You're still thinking in terms of a traditional ray-tracer with separate 
diffuse and reflection components.  In real life and with more advanced 
ray-tracers they are the same thing.  For every photon of light that hits 
the surface there's only three choices, reflect, refract or get absorbed.

If you know the proportions of reflect, refract and absorb and the 
probability of them going in certain directions (ie the BRDF) then you just 
fire a load or rays in random directions from the surface and *average* the 
result.  The more rays you fire, the closer you get to the correct answer.

Reducing the direct reflection from 20% to 0% will not change the brightness 
of the diffuse reflection (as you thought) because still the same 
*proportion* of rays will be used in the average calculation for diffuse.
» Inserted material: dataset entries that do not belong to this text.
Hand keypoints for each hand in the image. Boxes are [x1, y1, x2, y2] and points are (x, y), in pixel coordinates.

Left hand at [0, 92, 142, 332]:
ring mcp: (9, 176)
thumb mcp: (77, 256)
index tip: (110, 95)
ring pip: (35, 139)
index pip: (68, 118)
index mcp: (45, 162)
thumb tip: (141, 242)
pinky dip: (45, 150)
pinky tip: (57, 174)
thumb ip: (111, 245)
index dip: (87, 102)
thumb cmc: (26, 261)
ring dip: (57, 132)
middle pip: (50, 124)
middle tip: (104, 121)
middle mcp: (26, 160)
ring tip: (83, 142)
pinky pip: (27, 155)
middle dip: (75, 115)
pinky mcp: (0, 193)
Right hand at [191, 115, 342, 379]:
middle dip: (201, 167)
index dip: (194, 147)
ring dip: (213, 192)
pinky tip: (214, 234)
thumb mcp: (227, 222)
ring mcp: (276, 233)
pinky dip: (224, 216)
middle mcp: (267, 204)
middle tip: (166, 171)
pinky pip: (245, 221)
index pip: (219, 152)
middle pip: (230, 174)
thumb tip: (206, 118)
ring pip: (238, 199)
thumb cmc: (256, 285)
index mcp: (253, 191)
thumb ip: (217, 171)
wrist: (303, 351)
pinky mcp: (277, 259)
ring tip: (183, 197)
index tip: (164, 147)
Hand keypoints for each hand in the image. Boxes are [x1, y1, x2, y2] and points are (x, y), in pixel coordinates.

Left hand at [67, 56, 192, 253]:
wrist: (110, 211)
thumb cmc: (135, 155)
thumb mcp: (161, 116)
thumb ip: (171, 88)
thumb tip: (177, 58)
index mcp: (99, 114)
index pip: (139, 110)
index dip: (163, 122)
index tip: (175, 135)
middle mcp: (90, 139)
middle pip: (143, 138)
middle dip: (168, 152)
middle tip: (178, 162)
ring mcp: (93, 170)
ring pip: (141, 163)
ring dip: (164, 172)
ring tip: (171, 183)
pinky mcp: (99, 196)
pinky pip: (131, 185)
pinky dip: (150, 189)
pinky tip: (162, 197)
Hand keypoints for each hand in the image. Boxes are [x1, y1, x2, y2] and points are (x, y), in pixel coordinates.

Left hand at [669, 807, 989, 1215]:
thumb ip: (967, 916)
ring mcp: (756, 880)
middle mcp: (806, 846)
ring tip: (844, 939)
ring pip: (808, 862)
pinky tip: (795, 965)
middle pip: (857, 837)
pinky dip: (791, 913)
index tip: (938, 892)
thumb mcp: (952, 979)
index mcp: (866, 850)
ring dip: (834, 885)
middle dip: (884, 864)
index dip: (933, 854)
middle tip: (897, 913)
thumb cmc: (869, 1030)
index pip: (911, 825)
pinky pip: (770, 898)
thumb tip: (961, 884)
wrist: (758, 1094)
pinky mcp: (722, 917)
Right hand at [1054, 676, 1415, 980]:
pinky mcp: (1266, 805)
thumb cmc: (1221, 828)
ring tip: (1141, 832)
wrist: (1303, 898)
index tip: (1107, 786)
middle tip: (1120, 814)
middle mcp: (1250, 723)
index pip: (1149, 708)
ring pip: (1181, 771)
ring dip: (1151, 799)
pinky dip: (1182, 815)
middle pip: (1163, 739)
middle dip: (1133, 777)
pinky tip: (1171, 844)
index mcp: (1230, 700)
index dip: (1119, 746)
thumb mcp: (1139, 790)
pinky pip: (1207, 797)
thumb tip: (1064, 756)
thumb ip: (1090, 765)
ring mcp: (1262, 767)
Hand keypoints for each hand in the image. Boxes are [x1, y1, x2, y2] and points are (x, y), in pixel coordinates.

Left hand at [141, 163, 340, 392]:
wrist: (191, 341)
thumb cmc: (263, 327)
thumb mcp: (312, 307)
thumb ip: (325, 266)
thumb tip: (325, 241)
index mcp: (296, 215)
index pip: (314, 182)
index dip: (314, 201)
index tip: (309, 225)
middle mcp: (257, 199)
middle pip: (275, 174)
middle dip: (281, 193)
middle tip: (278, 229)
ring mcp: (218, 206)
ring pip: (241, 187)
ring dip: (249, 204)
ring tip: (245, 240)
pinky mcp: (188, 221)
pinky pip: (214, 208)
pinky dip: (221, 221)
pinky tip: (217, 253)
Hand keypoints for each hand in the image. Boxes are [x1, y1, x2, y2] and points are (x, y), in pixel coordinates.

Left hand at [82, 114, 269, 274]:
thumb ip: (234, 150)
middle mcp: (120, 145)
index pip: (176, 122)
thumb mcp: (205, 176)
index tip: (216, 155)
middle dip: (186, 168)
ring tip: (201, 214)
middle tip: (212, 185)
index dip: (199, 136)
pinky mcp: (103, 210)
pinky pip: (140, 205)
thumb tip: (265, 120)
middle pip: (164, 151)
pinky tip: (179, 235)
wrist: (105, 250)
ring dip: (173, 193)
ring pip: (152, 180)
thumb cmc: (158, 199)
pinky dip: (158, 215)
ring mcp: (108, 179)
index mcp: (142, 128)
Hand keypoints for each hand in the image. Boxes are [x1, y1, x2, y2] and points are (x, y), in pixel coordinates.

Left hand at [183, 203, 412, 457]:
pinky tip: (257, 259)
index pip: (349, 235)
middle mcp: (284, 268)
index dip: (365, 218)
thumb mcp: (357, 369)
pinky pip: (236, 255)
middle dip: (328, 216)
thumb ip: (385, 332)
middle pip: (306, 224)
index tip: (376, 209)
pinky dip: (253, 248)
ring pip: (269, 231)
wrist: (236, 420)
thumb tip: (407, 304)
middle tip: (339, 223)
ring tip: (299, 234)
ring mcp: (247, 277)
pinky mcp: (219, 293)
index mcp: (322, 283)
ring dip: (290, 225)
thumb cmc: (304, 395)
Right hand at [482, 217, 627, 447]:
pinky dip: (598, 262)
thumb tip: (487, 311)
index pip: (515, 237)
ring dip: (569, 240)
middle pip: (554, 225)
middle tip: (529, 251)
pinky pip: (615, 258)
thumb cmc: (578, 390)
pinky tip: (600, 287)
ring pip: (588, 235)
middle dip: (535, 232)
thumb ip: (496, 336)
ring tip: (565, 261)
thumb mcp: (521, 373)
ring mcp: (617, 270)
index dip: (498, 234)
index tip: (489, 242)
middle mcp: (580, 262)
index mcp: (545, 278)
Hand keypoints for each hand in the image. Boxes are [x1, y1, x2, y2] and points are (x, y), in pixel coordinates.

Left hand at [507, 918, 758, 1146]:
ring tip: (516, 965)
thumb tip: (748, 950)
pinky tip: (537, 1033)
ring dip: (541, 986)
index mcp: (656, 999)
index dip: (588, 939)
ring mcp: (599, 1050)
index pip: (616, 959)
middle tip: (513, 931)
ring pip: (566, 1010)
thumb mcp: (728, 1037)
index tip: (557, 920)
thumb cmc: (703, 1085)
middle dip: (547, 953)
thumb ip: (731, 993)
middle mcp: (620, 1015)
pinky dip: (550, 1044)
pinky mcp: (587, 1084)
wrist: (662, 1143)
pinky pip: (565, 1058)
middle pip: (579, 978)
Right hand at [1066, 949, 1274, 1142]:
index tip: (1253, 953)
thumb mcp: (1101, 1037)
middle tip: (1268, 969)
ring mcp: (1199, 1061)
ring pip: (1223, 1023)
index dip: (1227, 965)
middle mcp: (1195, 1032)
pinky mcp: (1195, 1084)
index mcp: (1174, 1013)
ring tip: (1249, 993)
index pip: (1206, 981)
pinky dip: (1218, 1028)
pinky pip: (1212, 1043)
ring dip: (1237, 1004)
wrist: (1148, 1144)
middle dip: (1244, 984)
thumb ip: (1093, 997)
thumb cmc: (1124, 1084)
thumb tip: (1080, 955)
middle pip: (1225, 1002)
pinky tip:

A very simple example follows, which has 10% direct reflection, 50% diffuse, 
and 10% transparency.

color = 0
for ray=1 to 1000
 r = random number between 0 and 1

 if 0<r<0.1
  color += surface_color * fire_reflection_ray

 if 0.1<r<0.6
  color += surface_color * fire_diffuse_ray_in_random_direction

 if 0.6<r<0.7
  color += surface_color * fire_refraction_ray

 if 0.7<r<1.0
  color += 0 // ie 30% absorbtion
next
pixel_color = color / 1000

Changing the reflection % to 20% is not going to affect the colour of the 
diffuse component, which is still fixed at 50%.  All the rays get averaged 
though.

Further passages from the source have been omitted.